Digitalisasi sekolah sendiri memicu semakin tingginya kebutuhan konten digital sebagai sumber belajar. Pada titik ini, guru diharapkan dapat menyajikan konten materi yang kontekstual. Guru dituntut menjadi pembuat konten (content creator) sesuai dengan kebutuhan siswa. Mau tidak mau, guru sebagai pemain utama penggunaan teknologi digital dalam pembelajaran harus mampu memproduksi konten digital yang diperlukan dalam kegiatan pembelajaran.
Sebagai content creator, guru dapat membuat materi pelajaran dalam bentuk video, teks, audio, fotografis, videografis. Sudah banyak guru melakukan inovasi pembelajaran dan berbagi konten melalui platform media sosial Facebook, YouTube, TikTok, blog, dan sebagainya.
Konten materi yang dibuat itu dapat dimanfaatkan oleh sesama guru sebagai sumber belajar bagi mereka yang belum dapat membuat konten. Pemanfaatan konten tidak selalu harus karya sendiri tetapi dapat menggunakan karya guru lain yang tersebar di berbagai platform. Di sinilah berbagi praktek baik itu berlaku.
Namun demikian akan lebih baik jika guru dapat membuat produk sendiri konten pembelajaran. Guru diharapkan lebih produktif dengan membuat konten yang lebih relevan dengan kebutuhan siswa di sekolah masing-masing. Bukankah lebih baik menjadi produsen daripada konsumen, lebih baik menjadi pemberi daripada penerima. Jika kembali kepada pembelajaran kontekstual, guru dapat membuat konten materi dengan topik yang lebih familiar dengan pengalaman siswa sehari-hari.
Semakin banyaknya produk konten pembelajaran juga diharapkan dapat mengimbangi kehadiran konten di media sosial yang tidak relevan dan kurang mendidik.
Abad 21 ditandai dengan penggunaan teknologi digital yang telah "mewabah" dalam berbagai aspek kehidupan termasuk dalam dunia pendidikan. Bisa dipastikan tidak ada pendidik yang tidak mengenal dunia gadget.

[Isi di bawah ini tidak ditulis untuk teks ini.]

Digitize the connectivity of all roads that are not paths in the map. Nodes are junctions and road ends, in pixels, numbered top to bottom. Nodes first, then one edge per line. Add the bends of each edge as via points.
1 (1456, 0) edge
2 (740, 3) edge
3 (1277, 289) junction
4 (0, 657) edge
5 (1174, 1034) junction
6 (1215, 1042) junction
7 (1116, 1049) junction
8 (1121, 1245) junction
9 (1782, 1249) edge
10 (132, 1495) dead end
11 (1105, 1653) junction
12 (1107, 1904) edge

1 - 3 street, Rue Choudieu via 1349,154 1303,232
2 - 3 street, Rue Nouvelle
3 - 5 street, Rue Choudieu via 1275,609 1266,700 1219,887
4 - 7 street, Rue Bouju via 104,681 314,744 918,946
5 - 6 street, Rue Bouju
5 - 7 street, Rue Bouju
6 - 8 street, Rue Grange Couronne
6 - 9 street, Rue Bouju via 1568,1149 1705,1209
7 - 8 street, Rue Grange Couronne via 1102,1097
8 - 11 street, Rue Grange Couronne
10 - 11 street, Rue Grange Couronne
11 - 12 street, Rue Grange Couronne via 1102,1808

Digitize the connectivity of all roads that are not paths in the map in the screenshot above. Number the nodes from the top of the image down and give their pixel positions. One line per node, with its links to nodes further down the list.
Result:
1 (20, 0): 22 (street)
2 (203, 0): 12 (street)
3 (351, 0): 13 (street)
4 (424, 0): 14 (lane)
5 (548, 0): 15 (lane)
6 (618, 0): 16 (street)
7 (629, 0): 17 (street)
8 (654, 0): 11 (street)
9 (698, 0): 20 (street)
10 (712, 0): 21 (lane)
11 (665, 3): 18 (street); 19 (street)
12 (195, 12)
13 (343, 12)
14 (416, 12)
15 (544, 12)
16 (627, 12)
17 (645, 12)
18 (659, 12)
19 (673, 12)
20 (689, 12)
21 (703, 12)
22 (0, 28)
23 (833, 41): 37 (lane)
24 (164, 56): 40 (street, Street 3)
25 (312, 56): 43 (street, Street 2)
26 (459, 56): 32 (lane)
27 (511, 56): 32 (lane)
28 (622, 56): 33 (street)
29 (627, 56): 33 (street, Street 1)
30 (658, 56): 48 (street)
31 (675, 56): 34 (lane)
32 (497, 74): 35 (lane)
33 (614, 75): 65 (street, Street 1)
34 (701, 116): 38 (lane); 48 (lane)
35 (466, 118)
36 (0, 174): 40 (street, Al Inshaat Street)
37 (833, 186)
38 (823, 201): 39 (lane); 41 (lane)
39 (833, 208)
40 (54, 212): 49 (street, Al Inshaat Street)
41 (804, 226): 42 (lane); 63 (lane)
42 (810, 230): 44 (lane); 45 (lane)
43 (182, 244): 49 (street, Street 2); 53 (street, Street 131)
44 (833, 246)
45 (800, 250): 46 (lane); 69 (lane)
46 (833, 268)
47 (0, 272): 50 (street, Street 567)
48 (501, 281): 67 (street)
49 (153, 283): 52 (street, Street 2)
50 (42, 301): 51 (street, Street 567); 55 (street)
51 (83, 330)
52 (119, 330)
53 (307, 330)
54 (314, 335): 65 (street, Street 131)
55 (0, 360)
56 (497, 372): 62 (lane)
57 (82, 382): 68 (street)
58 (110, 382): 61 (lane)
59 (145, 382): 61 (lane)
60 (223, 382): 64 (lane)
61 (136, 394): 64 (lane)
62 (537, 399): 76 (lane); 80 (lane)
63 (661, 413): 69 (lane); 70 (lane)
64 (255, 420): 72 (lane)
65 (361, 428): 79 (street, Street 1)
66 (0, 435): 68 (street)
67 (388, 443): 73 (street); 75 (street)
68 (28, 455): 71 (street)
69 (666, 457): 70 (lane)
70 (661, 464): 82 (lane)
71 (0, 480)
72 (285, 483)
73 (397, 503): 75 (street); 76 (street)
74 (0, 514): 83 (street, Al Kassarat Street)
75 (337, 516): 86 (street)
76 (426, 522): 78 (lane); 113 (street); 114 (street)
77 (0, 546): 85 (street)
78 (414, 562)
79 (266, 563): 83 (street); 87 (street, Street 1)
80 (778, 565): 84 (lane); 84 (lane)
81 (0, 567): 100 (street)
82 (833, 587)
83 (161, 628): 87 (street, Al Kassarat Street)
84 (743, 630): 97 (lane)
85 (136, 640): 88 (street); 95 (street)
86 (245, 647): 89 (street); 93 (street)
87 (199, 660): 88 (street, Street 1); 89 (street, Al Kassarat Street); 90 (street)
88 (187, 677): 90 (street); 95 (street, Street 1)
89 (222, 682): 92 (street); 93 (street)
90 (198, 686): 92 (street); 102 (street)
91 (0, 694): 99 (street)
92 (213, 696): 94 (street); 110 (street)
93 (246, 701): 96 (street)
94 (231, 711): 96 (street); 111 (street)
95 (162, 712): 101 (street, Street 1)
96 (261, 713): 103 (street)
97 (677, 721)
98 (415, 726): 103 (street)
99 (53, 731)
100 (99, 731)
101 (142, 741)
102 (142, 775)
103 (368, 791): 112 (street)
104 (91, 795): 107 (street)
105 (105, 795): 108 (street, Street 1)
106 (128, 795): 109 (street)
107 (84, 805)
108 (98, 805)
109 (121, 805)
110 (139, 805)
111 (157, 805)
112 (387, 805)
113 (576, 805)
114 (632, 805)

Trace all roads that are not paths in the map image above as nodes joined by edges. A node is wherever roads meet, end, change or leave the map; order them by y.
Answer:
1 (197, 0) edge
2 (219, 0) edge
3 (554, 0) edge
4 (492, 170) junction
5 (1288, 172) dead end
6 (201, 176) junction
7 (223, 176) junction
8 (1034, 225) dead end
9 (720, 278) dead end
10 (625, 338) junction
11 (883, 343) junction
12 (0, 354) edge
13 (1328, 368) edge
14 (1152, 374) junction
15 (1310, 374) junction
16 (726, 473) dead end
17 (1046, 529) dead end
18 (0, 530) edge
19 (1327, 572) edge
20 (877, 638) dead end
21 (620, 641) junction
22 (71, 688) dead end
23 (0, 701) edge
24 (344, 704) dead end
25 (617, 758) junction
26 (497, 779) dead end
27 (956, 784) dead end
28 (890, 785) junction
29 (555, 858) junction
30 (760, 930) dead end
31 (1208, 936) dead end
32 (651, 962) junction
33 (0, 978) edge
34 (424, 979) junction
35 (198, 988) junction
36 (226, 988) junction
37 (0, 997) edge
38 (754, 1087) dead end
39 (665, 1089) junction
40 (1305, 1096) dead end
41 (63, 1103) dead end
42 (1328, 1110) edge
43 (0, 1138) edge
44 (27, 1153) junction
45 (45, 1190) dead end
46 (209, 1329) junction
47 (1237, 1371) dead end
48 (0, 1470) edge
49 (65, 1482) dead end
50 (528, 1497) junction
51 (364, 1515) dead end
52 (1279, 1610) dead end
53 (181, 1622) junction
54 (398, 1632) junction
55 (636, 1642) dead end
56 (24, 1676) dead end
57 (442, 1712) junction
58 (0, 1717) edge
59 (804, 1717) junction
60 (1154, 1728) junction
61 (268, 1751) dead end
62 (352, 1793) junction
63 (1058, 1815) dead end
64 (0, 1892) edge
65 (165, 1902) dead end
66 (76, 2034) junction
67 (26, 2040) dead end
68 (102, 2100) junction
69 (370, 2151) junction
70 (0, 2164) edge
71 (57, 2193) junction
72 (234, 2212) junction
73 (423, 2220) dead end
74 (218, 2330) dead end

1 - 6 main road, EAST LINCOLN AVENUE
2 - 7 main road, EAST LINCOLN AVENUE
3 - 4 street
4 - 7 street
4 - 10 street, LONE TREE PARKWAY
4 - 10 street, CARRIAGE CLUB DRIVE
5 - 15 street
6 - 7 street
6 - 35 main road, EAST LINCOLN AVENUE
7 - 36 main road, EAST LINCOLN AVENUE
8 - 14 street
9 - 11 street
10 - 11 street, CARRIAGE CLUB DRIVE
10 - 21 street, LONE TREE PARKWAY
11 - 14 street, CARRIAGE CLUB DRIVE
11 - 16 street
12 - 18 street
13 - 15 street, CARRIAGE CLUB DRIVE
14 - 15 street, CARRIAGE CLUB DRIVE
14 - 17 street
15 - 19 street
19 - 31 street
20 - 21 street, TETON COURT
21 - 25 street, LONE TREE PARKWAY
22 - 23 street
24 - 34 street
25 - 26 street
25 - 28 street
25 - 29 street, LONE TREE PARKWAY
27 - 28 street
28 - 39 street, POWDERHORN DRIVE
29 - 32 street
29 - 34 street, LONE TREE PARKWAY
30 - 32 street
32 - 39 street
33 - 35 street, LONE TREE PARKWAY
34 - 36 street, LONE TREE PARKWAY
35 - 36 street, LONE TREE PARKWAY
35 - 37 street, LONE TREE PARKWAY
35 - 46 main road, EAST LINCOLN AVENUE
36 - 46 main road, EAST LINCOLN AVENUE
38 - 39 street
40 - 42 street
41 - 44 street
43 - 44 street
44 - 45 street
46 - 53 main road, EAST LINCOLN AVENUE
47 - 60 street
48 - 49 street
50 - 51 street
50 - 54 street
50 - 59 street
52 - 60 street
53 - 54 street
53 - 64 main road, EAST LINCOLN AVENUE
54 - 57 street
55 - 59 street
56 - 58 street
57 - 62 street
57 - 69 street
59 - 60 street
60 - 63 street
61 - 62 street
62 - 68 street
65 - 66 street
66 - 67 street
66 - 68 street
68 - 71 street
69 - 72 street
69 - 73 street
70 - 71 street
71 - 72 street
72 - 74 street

Dengan gadget di tangan, semua guru sudah terbiasa menggunakan platform media sosial.
Sayangnya penggunaan hanya masih berkutat pada konten pencarian hiburan dan sekadar menunjukkan eksistensi yang tidak disertai dengan narasi yang bermanfaat. Padahal ada banyak praktek baik dalam proses pembelajaran yang dapat dibagikan melalui media sosial.
Penggunaan gadget sebagai media berbagi dan sumber belajar belum maksimal. Andaipun berbagi tentang kegiatan pembelajaran kontennya tidak menyentuh substansi proses pembelajaran itu sendiri. Pada saat yang sama, kesadaran diri untuk mengembangkan diri dari waktu ke waktu perlu dibangun.
Satuan pendidikan tidak saja menjadi ruang belajar bagi siswa tetapi juga harus dapat membangun jiwa pembelajar guru yang ada di dalamnya. Untuk itu sangat penting bagi sekolah (kepala sekolah) untuk mendorong tumbuhnya semangat guru sebagai pembelajar.
Membangun semangat pembelajar di kalangan guru adalah langkah penting untuk meningkatkan kualitas pengajaran dan pendidikan secara keseluruhan. Sekolah semaksimal mungkin memberikan dukungan dan pengakuan secara terbuka atas prestasi mereka, baik melalui penghargaan, pengumuman di depan staf sekolah, atau publikasi di media sekolah. Dukungan dan apresiasi yang tulus akan membantu meningkatkan semangat mereka.
Di samping itu fasilitas pengembangan profesional melalui kesempatan untuk mengikuti diklat, seminar, atau workshop yang relevan. Ini akan memberi mereka kesempatan untuk belajar hal-hal baru dalam dunia pendidikan.